**THE PROBLEM**
Each record that follows is to be transcribed exactly, excluding its images.
-*-*-
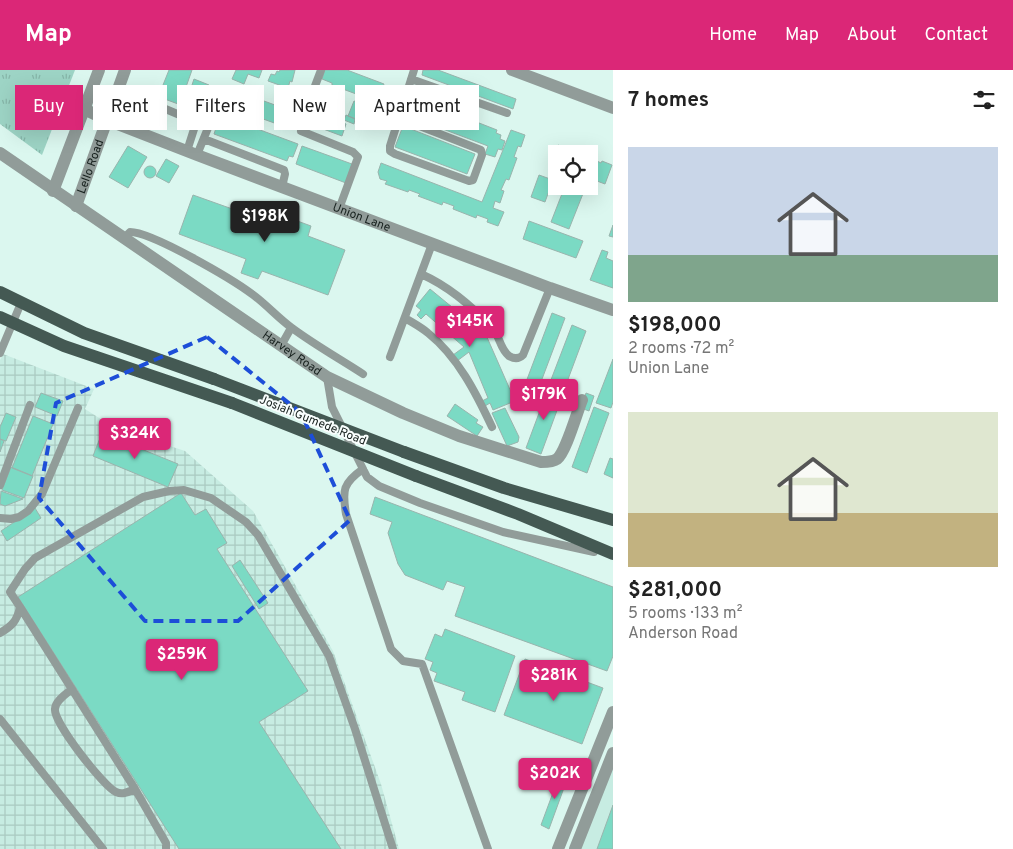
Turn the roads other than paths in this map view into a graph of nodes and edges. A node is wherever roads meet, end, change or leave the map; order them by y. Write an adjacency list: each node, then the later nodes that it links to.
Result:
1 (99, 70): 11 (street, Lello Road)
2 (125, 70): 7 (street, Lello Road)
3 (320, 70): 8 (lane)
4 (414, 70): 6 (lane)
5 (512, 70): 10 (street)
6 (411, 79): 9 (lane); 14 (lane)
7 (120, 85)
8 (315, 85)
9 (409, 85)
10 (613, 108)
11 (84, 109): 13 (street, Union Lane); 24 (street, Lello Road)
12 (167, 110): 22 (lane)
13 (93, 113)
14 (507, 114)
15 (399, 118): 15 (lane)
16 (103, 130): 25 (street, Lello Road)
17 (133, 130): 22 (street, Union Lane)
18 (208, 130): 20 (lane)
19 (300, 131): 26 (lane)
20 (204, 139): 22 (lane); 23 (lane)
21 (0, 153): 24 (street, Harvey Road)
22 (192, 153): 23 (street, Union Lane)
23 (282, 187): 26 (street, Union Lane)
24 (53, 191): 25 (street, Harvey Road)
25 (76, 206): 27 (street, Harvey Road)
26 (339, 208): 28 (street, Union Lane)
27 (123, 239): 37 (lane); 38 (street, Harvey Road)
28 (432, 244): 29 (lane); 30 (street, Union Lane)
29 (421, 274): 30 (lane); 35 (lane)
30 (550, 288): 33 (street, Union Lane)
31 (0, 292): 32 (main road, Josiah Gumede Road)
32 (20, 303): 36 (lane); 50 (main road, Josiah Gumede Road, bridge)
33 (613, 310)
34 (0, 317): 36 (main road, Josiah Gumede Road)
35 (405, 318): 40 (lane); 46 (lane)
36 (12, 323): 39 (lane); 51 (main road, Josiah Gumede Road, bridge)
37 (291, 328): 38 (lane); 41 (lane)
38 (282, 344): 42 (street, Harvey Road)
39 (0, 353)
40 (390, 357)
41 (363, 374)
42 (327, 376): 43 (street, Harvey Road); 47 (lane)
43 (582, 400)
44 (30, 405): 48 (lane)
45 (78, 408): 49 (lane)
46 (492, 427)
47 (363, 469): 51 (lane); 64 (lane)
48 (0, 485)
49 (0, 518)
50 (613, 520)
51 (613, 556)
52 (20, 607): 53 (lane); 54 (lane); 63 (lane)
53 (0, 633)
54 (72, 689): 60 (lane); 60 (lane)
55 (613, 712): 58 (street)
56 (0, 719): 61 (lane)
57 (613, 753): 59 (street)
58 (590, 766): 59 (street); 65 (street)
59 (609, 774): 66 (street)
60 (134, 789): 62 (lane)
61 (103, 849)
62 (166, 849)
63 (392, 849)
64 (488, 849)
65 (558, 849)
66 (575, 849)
-*-*-
**ANSWER TO THE PROBLEM**
Turn the roads other than paths in this map view into a graph of nodes and edges. A node is wherever roads meet, end, change or leave the map; order them by y. Write an adjacency list: each node, then the later nodes that it links to.
Result:
1 (99, 70): 11 (street, Lello Road)
2 (125, 70): 7 (street, Lello Road)
3 (320, 70): 8 (lane)
4 (414, 70): 6 (lane)
5 (512, 70): 10 (street)
6 (411, 79): 9 (lane); 14 (lane)
7 (120, 85)
8 (315, 85)
9 (409, 85)
10 (613, 108)
11 (84, 109): 13 (street, Union Lane); 24 (street, Lello Road)
12 (167, 110): 22 (lane)
13 (93, 113)
14 (507, 114)
15 (399, 118): 15 (lane)
16 (103, 130): 25 (street, Lello Road)
17 (133, 130): 22 (street, Union Lane)
18 (208, 130): 20 (lane)
19 (300, 131): 26 (lane)
20 (204, 139): 22 (lane); 23 (lane)
21 (0, 153): 24 (street, Harvey Road)
22 (192, 153): 23 (street, Union Lane)
23 (282, 187): 26 (street, Union Lane)
24 (53, 191): 25 (street, Harvey Road)
25 (76, 206): 27 (street, Harvey Road)
26 (339, 208): 28 (street, Union Lane)
27 (123, 239): 37 (lane); 38 (street, Harvey Road)
28 (432, 244): 29 (lane); 30 (street, Union Lane)
29 (421, 274): 30 (lane); 35 (lane)
30 (550, 288): 33 (street, Union Lane)
31 (0, 292): 32 (main road, Josiah Gumede Road)
32 (20, 303): 36 (lane); 50 (main road, Josiah Gumede Road, bridge)
33 (613, 310)
34 (0, 317): 36 (main road, Josiah Gumede Road)
35 (405, 318): 40 (lane); 46 (lane)
36 (12, 323): 39 (lane); 51 (main road, Josiah Gumede Road, bridge)
37 (291, 328): 38 (lane); 41 (lane)
38 (282, 344): 42 (street, Harvey Road)
39 (0, 353)
40 (390, 357)
41 (363, 374)
42 (327, 376): 43 (street, Harvey Road); 47 (lane)
43 (582, 400)
44 (30, 405): 48 (lane)
45 (78, 408): 49 (lane)
46 (492, 427)
47 (363, 469): 51 (lane); 64 (lane)
48 (0, 485)
49 (0, 518)
50 (613, 520)
51 (613, 556)
52 (20, 607): 53 (lane); 54 (lane); 63 (lane)
53 (0, 633)
54 (72, 689): 60 (lane); 60 (lane)
55 (613, 712): 58 (street)
56 (0, 719): 61 (lane)
57 (613, 753): 59 (street)
58 (590, 766): 59 (street); 65 (street)
59 (609, 774): 66 (street)
60 (134, 789): 62 (lane)
61 (103, 849)
62 (166, 849)
63 (392, 849)
64 (488, 849)
65 (558, 849)
66 (575, 849)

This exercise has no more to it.